Terms And Conditions

Policy Summary

1. For the purposes of this Agreement:
1.1. the terms “Data Controller”, “Data Processor”, “Data Subject”, “Personal Data” and “Processing” shall have the same meaning as in the Data Protection Act 1998, and “Process” and “Processed” shall be construed accordingly;
1.2. “Data Protection Laws” means the Data Protection Act 1998 and any ICO guidance relating thereto;
1.3. “Client Data” means the Personal Data of the Client, its staff and its customers; 
1.4. “ICO” means the Information Commissioner’s Office;

2. Where applicable, the parties agree that the Client is the Data Controller and DEVER SOFTWARE LTD is the Data Processor.

3. DEVER SOFTWARE LTD agrees to only process Personal Data for and on behalf of the Client for the purposes of performing the services under this Agreement and in accordance with any other reasonable and lawful instructions issued by the Client in writing from time to time.

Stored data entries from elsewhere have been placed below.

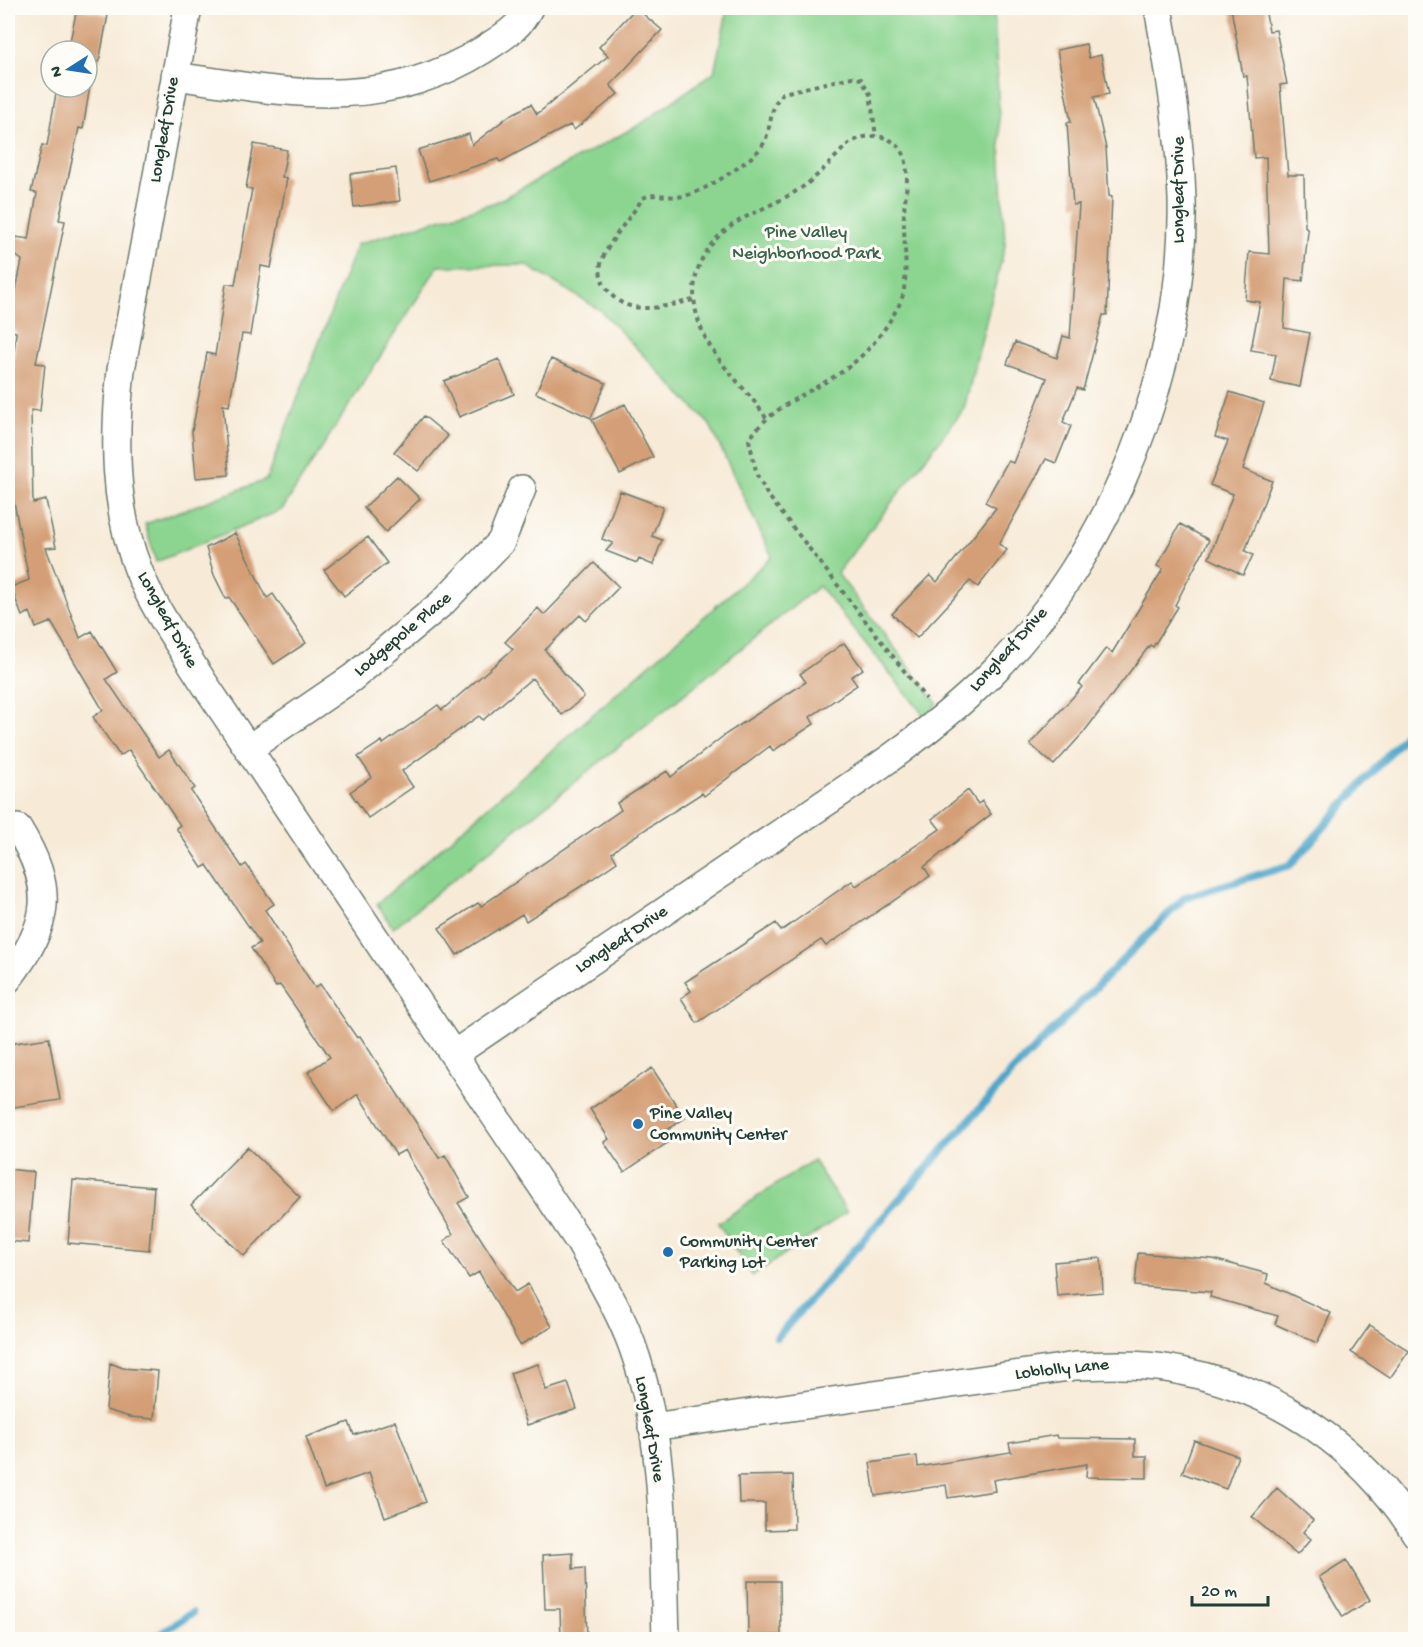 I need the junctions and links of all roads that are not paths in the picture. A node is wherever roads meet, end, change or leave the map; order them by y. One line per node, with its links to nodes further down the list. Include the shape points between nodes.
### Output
1 (188, 8): 4 (street, Longleaf Drive)
2 (529, 8): 4 (street, via 524,19 506,35 474,55 443,72 393,87 302,94)
3 (1158, 8): 9 (street, Longleaf Drive, via 1178,128 1182,203 1177,280 1167,346 1137,443 1111,502 1055,597 990,675 905,748)
4 (175, 76): 6 (street, Longleaf Drive, via 121,370 116,423 117,477 126,530 138,569 190,661)
5 (522, 489): 6 (street, Lodgepole Place, via 501,542 442,603 352,678)
6 (248, 749): 9 (street, Longleaf Drive)
7 (18, 828): 8 (street, via 39,867 44,910 26,956)
8 (8, 979)
9 (454, 1054): 10 (street, Longleaf Drive, via 580,1243 612,1301 635,1356)
10 (652, 1427): 11 (street, Loblolly Lane, via 1076,1366 1128,1365 1179,1370 1236,1385 1280,1405 1321,1431 1375,1482); 12 (street, Longleaf Drive, via 661,1501)
11 (1416, 1534)
12 (666, 1640)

4. Where the Client requires assistance from DEVER SOFTWARE LTD in order to respond to requests, queries and/or investigations in respect of the Client Data or requires that DEVER SOFTWARE LTD shall help the Client in safeguarding the Client Data, DEVER SOFTWARE LTD shall provide such assistance, so far as is reasonable but at the Client’s cost;

5. DEVER SOFTWARE LTD shall not be in breach of this Clause if it acts on the instructions of the Client. The Client retains all rights, title and interest in and to the Client Data.

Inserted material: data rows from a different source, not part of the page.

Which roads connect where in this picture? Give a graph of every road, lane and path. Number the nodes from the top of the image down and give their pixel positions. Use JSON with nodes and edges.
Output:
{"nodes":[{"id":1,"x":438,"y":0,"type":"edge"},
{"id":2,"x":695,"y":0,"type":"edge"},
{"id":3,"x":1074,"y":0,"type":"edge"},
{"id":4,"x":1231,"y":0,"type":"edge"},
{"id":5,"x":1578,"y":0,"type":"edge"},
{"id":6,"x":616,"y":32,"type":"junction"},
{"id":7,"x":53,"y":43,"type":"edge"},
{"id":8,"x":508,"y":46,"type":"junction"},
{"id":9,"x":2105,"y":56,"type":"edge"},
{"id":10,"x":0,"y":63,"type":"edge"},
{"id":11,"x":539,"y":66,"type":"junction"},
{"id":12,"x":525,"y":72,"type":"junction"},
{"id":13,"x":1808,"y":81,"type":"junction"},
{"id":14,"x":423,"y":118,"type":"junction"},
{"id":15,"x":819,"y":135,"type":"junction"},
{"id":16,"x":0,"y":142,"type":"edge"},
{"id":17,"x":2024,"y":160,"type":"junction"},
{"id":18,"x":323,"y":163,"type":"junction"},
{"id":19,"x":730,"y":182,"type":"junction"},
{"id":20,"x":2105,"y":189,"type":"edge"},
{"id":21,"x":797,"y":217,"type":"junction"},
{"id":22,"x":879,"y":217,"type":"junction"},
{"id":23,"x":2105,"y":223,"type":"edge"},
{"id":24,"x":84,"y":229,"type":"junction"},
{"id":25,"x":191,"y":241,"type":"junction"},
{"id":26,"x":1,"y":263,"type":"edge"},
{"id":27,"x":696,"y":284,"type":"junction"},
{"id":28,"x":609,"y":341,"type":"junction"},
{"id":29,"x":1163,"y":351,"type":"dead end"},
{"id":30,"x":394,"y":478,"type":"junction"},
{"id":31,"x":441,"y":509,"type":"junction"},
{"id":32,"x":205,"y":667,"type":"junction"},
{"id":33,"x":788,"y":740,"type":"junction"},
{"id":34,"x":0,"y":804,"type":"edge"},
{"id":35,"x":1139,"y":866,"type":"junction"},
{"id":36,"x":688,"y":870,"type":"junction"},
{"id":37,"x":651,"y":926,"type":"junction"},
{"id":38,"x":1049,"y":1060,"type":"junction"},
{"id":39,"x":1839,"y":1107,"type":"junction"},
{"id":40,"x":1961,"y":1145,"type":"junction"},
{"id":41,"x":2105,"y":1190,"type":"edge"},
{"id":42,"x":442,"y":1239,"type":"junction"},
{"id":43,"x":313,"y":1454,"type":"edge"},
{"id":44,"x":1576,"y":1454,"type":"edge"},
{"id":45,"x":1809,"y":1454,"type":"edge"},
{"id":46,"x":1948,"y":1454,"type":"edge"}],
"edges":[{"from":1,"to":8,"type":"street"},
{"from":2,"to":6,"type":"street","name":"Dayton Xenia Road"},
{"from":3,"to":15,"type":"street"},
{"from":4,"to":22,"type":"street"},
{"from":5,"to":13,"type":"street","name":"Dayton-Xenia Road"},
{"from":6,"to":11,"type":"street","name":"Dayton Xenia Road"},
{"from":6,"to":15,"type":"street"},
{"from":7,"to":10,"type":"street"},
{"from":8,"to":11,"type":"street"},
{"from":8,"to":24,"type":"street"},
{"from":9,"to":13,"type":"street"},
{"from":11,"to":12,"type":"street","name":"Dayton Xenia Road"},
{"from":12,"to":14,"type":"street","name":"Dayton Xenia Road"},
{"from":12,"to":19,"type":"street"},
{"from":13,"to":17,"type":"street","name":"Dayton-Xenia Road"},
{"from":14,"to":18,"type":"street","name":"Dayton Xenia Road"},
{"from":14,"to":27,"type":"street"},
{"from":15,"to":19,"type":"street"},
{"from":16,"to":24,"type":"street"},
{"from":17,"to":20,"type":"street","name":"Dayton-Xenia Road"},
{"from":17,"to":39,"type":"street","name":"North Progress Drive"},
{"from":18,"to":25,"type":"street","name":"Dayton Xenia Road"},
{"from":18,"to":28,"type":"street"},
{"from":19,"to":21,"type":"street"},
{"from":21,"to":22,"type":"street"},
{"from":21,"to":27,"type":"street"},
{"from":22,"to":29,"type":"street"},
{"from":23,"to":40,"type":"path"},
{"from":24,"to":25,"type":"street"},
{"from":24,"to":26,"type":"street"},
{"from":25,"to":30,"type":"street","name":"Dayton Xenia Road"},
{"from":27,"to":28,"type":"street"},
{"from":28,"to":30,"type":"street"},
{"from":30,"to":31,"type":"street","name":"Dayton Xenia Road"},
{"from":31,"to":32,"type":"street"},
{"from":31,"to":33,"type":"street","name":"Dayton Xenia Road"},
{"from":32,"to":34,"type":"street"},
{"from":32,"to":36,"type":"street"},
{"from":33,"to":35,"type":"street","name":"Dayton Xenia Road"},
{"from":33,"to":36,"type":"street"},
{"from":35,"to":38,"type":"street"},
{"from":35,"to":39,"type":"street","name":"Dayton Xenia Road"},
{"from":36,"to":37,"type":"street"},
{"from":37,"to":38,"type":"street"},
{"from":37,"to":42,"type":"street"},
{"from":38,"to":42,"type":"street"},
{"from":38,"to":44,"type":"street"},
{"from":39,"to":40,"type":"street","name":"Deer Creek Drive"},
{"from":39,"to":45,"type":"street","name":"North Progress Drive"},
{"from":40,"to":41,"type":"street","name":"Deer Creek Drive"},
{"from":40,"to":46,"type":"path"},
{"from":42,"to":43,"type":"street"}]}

6. DEVER SOFTWARE LTD will, at the Client’s written request deliver to the Client all documents and material which may be in DEVER SOFTWARE LTD’s possession which contain the Client Data. Digital Data will be made available for a period of seven (7) days, for download by Client via FTP or SFTP.

7. With the exception of a hosting provider who uses UK BASED data centers (details provided on request), DEVER SOFTWARE LTD will not use a sub-processor without the prior written authorization of the controller (ARTICLE 28,2 GDPR 2016/679)

8. DEVER SOFTWARE LTD will co-operate with supervisory authorities (such as ICO) in accordance with Article 31, GDPR 2016/679)

9. DEVER SOFTWARE LTD will ensure the security of its processing in accordance with Article 32 (GDPR 2016/679)

10. DEVER SOFTWARE LTD will keep records of its processing activities in accordance with Article 30.2 (GDPR 2016/679)

11. DEVER SOFTWARE LTD will notify any personal data breaches to the controller in accordance with Article 33 (GDPR 2016/679)

12. DEVER SOFTWARE LTD will employ a data protection officer if required in accordance with Article 37; and appoint (in writing) a representative within the European Union if required in accordance with Article 27. (GDPR 2016/679)

13. The processor must ensure that people processing the data are subject to a duty of confidence;

14. The processor must take appropriate measures to ensure the security of processing;

15. The processor must assist the data controller in providing subject access and allowing data subjects to exercise their rights under the GDPR;

16. The processor must assist the data controller in meeting its GDPR obligations in relation to the security of processing, the notification of personal data breaches and data protection impact assessments;

17. The processor must delete or return all personal data to the controller as requested at the end of the contract; and
the processor must submit to audits and inspections, provide the controller with whatever information it needs to ensure that they are both meeting their Article 28 obligations, and tell the controller immediately if it is asked to do something infringing the GDPR or other data protection law of the EU or a member state.

18. As Data Controller, the Client shall:
18.1. comply at all times with the Data Protection Laws;
18.2. ensure it is not subject to any prohibition or restriction which would:
(a) prevent or restrict it from disclosing or transferring the Personal Data to DEVER SOFTWARE LTD, as required under this Agreement; 
(b) prevent or restrict it from granting DEVER SOFTWARE LTD access to the Personal Data, as required under this Agreement; or
(c) prevent or restrict DEVER SOFTWARE LTD from Processing the Client Data as envisaged under this Agreement; 
18.3. DEVER SOFTWARE LTD shall use appropriate technical and organisational methods to ensure the security of the Client Data.